* EXERCISE OBJECTIVE *
Output the data below in full, byte for byte. Nothing may differ.

(Collected data)

......

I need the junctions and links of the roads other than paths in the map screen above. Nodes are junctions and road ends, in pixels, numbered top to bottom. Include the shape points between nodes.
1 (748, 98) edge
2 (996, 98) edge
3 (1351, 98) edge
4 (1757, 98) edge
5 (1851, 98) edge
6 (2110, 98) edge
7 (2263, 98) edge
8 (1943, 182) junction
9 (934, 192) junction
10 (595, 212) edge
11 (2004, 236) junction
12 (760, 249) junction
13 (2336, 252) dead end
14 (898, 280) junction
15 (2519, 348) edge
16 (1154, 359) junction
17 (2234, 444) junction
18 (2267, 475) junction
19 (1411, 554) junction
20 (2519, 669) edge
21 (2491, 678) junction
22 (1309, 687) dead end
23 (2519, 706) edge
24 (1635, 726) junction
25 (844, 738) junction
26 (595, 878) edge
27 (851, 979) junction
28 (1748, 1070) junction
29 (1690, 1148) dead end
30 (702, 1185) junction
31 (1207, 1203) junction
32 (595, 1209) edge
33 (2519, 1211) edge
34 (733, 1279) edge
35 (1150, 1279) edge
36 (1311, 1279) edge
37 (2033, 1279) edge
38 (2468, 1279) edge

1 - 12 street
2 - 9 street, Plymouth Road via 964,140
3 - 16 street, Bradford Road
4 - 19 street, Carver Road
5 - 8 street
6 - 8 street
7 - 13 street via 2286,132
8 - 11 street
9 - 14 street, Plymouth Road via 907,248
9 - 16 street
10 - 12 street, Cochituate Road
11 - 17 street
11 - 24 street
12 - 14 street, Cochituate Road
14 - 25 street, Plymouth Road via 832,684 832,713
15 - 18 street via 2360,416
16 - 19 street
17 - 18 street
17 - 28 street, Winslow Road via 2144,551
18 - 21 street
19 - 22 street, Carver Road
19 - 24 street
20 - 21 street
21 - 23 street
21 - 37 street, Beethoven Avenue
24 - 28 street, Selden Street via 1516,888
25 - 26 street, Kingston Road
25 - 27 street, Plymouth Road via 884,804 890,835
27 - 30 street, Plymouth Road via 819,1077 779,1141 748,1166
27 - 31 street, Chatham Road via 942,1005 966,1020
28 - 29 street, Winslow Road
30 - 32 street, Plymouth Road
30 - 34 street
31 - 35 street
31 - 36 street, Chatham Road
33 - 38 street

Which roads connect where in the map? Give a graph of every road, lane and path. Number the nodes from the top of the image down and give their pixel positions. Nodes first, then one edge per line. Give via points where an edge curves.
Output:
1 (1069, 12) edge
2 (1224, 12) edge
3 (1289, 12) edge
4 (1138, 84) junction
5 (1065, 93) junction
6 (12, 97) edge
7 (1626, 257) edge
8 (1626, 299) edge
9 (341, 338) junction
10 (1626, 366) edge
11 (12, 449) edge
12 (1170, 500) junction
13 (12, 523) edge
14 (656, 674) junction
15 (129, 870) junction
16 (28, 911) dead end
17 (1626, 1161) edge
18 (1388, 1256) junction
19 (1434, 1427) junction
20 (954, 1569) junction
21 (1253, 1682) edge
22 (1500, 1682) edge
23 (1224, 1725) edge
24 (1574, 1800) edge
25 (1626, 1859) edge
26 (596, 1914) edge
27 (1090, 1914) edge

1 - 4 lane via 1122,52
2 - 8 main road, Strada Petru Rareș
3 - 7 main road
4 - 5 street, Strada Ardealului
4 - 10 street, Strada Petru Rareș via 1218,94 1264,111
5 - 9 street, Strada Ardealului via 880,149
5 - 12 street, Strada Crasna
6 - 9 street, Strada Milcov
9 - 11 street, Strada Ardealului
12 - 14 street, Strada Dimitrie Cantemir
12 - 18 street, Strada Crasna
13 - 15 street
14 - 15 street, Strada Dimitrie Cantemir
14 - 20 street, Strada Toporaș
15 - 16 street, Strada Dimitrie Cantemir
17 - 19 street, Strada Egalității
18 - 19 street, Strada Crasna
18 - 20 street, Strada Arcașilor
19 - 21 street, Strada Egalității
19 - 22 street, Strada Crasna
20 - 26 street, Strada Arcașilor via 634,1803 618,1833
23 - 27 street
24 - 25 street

......

* REPLY *
I need the junctions and links of the roads other than paths in the map screen above. Nodes are junctions and road ends, in pixels, numbered top to bottom. Include the shape points between nodes.
1 (748, 98) edge
2 (996, 98) edge
3 (1351, 98) edge
4 (1757, 98) edge
5 (1851, 98) edge
6 (2110, 98) edge
7 (2263, 98) edge
8 (1943, 182) junction
9 (934, 192) junction
10 (595, 212) edge
11 (2004, 236) junction
12 (760, 249) junction
13 (2336, 252) dead end
14 (898, 280) junction
15 (2519, 348) edge
16 (1154, 359) junction
17 (2234, 444) junction
18 (2267, 475) junction
19 (1411, 554) junction
20 (2519, 669) edge
21 (2491, 678) junction
22 (1309, 687) dead end
23 (2519, 706) edge
24 (1635, 726) junction
25 (844, 738) junction
26 (595, 878) edge
27 (851, 979) junction
28 (1748, 1070) junction
29 (1690, 1148) dead end
30 (702, 1185) junction
31 (1207, 1203) junction
32 (595, 1209) edge
33 (2519, 1211) edge
34 (733, 1279) edge
35 (1150, 1279) edge
36 (1311, 1279) edge
37 (2033, 1279) edge
38 (2468, 1279) edge

1 - 12 street
2 - 9 street, Plymouth Road via 964,140
3 - 16 street, Bradford Road
4 - 19 street, Carver Road
5 - 8 street
6 - 8 street
7 - 13 street via 2286,132
8 - 11 street
9 - 14 street, Plymouth Road via 907,248
9 - 16 street
10 - 12 street, Cochituate Road
11 - 17 street
11 - 24 street
12 - 14 street, Cochituate Road
14 - 25 street, Plymouth Road via 832,684 832,713
15 - 18 street via 2360,416
16 - 19 street
17 - 18 street
17 - 28 street, Winslow Road via 2144,551
18 - 21 street
19 - 22 street, Carver Road
19 - 24 street
20 - 21 street
21 - 23 street
21 - 37 street, Beethoven Avenue
24 - 28 street, Selden Street via 1516,888
25 - 26 street, Kingston Road
25 - 27 street, Plymouth Road via 884,804 890,835
27 - 30 street, Plymouth Road via 819,1077 779,1141 748,1166
27 - 31 street, Chatham Road via 942,1005 966,1020
28 - 29 street, Winslow Road
30 - 32 street, Plymouth Road
30 - 34 street
31 - 35 street
31 - 36 street, Chatham Road
33 - 38 street

Which roads connect where in the map? Give a graph of every road, lane and path. Number the nodes from the top of the image down and give their pixel positions. Nodes first, then one edge per line. Give via points where an edge curves.
Output:
1 (1069, 12) edge
2 (1224, 12) edge
3 (1289, 12) edge
4 (1138, 84) junction
5 (1065, 93) junction
6 (12, 97) edge
7 (1626, 257) edge
8 (1626, 299) edge
9 (341, 338) junction
10 (1626, 366) edge
11 (12, 449) edge
12 (1170, 500) junction
13 (12, 523) edge
14 (656, 674) junction
15 (129, 870) junction
16 (28, 911) dead end
17 (1626, 1161) edge
18 (1388, 1256) junction
19 (1434, 1427) junction
20 (954, 1569) junction
21 (1253, 1682) edge
22 (1500, 1682) edge
23 (1224, 1725) edge
24 (1574, 1800) edge
25 (1626, 1859) edge
26 (596, 1914) edge
27 (1090, 1914) edge

1 - 4 lane via 1122,52
2 - 8 main road, Strada Petru Rareș
3 - 7 main road
4 - 5 street, Strada Ardealului
4 - 10 street, Strada Petru Rareș via 1218,94 1264,111
5 - 9 street, Strada Ardealului via 880,149
5 - 12 street, Strada Crasna
6 - 9 street, Strada Milcov
9 - 11 street, Strada Ardealului
12 - 14 street, Strada Dimitrie Cantemir
12 - 18 street, Strada Crasna
13 - 15 street
14 - 15 street, Strada Dimitrie Cantemir
14 - 20 street, Strada Toporaș
15 - 16 street, Strada Dimitrie Cantemir
17 - 19 street, Strada Egalității
18 - 19 street, Strada Crasna
18 - 20 street, Strada Arcașilor
19 - 21 street, Strada Egalității
19 - 22 street, Strada Crasna
20 - 26 street, Strada Arcașilor via 634,1803 618,1833
23 - 27 street
24 - 25 street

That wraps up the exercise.